FIG. 7 is a functional block diagram showing a configuration for calculating a coil resistance value of a motor in an elevator apparatus according to Embodiment 4 of the present invention.

FIG. 8 is a graph showing the relationship between the electric resistance value calculated by the resistance calculating means in FIG. 7 and the motor temperature.

FIG. 9 is a configuration diagram showing an elevator apparatus according to Embodiment 5 of the present invention.

BEST MODE FOR CARRYING OUT THE INVENTION

Hereinafter, preferred embodiments of the present invention will be described with reference to the drawings.

Embodiment 1.

FIG. 1 is a configuration diagram showing an elevator apparatus according to Embodiment 1 of the present invention. In the figure, a lift 2 and a counterweight 3 are provided in the hoistway 1 so as to be lifted and lowered. In the upper part of the ascending / descending path 1, there is a lifting machine (driving device) 4 for raising and lowering the car 2 and the counterweight 3, and a deflecting wheel (driven sheave) 5 provided in the vicinity of the lifting machine 4. Is provided. The lifting machine 4 has a motor 6 and a drive sheave 7 rotated by the motor 6. A plurality of main ropes 8 are wound around the drive sheave 7 and the deflector 5. The force 2 and the counterweight 3 are moved up and down in the hoistway 1 by the rotation of the drive sheave 7. The deflector 5 is rotated by raising and lowering the car 2 and the counterweight 3.

[0009] In the hoistway 1, a car guide rail 9 for guiding the movement of the force 2 and a counterweight guide rail (not shown) for guiding the movement of the counterweight 3 are installed. Has been.
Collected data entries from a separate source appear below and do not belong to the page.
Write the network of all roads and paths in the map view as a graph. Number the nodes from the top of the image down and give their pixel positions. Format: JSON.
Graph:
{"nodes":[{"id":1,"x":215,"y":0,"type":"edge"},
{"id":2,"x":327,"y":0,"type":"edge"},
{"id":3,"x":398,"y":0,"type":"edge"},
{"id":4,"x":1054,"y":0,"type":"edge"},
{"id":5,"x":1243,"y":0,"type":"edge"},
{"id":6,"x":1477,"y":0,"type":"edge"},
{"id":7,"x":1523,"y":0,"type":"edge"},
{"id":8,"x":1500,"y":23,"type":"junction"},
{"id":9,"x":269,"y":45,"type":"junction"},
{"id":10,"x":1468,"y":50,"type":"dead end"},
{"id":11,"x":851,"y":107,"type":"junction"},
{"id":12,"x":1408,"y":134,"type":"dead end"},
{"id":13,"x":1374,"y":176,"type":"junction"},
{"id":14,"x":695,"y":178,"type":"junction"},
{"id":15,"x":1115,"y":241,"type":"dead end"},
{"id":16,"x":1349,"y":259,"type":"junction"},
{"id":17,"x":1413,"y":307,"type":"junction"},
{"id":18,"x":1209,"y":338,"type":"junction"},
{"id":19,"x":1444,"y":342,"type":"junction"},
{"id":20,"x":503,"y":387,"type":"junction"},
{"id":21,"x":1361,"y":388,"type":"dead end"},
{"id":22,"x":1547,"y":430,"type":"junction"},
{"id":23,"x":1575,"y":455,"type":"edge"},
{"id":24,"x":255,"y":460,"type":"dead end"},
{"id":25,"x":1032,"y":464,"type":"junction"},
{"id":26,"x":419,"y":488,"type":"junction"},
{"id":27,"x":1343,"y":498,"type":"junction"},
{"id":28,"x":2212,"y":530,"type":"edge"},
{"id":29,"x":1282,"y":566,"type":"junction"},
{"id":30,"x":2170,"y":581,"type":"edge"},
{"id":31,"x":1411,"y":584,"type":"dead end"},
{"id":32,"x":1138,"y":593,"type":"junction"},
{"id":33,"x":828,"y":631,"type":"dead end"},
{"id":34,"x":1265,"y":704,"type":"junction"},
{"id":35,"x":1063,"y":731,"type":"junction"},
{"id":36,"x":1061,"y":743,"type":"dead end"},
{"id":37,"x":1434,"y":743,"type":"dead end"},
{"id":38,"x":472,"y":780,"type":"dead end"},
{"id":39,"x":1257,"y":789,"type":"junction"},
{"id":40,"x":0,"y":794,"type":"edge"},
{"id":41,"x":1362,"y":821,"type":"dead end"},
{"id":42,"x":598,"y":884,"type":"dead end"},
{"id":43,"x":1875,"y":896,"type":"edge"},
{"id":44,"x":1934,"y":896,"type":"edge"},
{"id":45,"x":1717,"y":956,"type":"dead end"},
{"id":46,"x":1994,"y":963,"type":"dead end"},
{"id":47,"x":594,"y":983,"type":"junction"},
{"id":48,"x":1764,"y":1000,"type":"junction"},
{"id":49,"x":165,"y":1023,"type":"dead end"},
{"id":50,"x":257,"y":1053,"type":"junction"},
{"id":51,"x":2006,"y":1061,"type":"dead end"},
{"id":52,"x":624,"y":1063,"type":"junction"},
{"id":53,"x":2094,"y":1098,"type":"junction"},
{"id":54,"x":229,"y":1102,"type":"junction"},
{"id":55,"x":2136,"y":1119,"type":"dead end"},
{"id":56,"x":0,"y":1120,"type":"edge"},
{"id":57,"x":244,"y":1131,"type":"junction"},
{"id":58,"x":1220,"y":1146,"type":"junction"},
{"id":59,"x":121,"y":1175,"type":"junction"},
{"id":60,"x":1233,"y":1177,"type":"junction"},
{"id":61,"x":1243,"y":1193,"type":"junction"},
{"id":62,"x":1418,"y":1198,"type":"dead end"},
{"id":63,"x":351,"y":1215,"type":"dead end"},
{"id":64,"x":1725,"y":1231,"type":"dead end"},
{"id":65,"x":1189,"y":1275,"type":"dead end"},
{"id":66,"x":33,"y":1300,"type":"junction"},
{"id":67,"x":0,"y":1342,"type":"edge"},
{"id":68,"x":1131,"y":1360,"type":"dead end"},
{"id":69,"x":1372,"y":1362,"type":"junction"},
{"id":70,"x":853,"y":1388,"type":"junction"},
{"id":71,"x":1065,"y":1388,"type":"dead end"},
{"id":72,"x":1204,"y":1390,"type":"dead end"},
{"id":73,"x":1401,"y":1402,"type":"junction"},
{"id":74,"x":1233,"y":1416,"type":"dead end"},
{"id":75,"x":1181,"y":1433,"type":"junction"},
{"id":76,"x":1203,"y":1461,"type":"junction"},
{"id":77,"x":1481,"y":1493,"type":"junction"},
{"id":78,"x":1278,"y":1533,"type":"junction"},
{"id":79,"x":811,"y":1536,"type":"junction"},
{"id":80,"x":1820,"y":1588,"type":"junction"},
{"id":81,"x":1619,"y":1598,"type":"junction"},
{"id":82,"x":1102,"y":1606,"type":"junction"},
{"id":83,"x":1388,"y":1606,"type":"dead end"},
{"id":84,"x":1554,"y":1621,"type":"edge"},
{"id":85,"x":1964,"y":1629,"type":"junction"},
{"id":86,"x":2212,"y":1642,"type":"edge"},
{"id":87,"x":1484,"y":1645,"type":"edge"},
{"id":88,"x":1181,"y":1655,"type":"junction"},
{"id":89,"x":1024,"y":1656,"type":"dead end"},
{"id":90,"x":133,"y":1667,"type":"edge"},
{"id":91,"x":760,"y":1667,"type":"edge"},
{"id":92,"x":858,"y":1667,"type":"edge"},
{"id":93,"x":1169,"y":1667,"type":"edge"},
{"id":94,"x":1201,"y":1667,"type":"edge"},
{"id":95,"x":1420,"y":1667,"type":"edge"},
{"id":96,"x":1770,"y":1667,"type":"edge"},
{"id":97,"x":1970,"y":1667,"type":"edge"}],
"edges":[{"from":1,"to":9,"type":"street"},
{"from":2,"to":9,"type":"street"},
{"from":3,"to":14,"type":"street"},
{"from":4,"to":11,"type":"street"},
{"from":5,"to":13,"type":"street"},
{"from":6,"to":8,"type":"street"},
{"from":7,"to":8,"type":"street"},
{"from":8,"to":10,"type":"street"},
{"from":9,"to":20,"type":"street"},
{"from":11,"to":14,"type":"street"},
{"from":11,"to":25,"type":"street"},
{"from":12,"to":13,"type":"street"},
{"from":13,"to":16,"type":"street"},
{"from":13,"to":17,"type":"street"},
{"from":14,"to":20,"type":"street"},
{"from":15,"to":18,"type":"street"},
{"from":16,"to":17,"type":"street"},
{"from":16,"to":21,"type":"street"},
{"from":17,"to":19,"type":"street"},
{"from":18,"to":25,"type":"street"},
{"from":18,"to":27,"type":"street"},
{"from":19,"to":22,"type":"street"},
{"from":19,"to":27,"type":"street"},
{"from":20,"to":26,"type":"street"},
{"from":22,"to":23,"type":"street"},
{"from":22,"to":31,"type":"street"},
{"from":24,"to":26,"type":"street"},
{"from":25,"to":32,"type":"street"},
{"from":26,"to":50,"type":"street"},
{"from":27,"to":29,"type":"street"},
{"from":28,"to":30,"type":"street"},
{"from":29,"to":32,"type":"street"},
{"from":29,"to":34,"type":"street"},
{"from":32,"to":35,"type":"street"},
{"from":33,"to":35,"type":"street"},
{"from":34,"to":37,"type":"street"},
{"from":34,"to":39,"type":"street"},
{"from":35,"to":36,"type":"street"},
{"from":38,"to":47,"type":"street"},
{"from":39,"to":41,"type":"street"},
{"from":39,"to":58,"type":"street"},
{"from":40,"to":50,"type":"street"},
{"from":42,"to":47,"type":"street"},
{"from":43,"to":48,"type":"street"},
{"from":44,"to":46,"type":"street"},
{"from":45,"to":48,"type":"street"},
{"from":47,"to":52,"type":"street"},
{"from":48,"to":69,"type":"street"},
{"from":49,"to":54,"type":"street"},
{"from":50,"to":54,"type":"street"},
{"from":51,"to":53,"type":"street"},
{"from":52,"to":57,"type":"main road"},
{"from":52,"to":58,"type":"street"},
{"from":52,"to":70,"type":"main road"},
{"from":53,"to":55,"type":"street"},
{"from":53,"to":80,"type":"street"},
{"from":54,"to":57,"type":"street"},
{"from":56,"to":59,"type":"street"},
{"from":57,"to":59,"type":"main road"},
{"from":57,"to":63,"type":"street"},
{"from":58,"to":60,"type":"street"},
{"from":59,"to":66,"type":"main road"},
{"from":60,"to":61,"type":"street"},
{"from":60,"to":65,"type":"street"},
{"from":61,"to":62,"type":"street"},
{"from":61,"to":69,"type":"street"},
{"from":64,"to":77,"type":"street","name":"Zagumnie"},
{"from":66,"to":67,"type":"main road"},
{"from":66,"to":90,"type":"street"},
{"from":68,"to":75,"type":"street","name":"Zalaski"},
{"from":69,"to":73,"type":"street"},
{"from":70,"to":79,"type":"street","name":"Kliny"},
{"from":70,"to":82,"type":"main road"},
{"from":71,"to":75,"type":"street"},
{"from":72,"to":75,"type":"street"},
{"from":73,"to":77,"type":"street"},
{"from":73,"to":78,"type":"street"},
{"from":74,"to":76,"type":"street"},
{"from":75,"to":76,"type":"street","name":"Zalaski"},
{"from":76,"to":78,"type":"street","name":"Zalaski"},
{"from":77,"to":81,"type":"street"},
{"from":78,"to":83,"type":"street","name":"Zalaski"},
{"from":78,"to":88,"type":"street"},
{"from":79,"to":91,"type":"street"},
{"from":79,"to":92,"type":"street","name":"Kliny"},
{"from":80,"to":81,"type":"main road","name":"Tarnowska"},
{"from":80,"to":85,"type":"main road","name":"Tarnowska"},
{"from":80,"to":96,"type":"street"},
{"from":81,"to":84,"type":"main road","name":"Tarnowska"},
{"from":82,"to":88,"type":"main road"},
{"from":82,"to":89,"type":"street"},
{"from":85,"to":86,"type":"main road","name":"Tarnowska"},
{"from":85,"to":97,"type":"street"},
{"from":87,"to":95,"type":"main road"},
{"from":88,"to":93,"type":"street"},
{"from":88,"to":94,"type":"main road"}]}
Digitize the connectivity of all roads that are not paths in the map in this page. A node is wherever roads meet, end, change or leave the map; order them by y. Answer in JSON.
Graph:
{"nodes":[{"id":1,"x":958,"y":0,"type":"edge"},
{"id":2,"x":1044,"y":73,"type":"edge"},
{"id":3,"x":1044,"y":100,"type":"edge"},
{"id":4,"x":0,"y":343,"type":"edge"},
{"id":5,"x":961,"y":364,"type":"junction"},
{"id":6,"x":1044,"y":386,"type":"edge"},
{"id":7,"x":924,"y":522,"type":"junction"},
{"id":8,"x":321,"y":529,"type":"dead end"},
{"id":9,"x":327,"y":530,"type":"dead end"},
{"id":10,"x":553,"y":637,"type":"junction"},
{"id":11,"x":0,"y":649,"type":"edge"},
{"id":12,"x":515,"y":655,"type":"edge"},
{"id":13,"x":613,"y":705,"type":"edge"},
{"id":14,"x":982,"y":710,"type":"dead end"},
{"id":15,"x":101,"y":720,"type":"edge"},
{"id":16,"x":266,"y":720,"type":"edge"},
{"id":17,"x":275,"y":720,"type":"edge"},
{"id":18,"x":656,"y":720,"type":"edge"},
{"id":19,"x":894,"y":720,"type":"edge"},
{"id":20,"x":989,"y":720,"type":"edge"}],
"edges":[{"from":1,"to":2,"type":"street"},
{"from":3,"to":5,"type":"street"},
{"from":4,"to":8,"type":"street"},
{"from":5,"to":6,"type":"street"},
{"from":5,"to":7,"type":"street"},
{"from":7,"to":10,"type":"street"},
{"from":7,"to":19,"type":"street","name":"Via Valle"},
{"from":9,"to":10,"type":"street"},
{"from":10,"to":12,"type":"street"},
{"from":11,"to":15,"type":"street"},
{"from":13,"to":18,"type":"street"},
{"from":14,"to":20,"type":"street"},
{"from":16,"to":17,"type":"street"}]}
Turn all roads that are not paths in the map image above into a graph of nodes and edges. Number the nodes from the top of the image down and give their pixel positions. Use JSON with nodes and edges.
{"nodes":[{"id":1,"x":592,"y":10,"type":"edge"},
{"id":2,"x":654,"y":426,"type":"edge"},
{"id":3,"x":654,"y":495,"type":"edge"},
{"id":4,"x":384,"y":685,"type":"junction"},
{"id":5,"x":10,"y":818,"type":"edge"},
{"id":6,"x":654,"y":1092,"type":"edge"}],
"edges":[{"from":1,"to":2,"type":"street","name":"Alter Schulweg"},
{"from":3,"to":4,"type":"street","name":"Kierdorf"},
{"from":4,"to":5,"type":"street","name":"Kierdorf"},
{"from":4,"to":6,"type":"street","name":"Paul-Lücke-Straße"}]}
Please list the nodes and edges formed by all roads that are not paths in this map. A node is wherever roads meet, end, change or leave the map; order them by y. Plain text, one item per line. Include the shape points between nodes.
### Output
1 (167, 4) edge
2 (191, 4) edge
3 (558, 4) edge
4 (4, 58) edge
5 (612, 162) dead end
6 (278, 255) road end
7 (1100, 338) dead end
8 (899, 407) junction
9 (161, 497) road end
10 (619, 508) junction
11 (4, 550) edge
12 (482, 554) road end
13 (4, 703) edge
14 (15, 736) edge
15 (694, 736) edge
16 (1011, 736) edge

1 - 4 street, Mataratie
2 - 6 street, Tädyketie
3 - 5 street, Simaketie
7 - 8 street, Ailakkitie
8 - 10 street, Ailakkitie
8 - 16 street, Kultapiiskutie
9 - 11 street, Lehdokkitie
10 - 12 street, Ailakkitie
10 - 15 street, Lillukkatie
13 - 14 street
The car 2 is provided with a plurality of car guide shoes 10 that are guided while being engaged with the car guide rail 9. The counterweight 3 is provided with a counterweight guide shoe (not shown) that is designed while engaging the counterweight guide rail. [0010] The hoisting machine 4 is equipped with a brake device 11 for braking the rotation of the drive sheave 7. The brake device 11 includes a brake disk (rotary body) 12 that rotates together with the drive sheave 7, a brake shoe (braking body) 13 that can be attached to and detached from the brake disk 12, and a brake shoe 13 that contacts And a brake body displacement device 14 for displacing the brake shoe 13 in the direction of separation. The brake disk 12 is provided on the rotating shaft 7a of the drive sheave 7. Further, the brake body displacement device 14 has a spring (biasing body) that biases the brake shoe 13 in a direction in contact with the brake disc 12 and a direction away from the brake disc 12 against the biasing force of the spring when energized. And an electromagnetic magnet for displacing the brake shoe 13.

The drive sheave 7 is given a braking force that brakes the rotation of the drive sheave 7 when the brake shoe 13 contacts the brake disc 12. The braking force applied to the drive sheave 7 is released when the brake shoe 13 is released from the brake disc 12. When the cage 2 is moved, the braking force applied to the drive sheave 7 is released, and when the cage 2 is stopped on the destination floor, the braking force is applied to the drive sheave 7.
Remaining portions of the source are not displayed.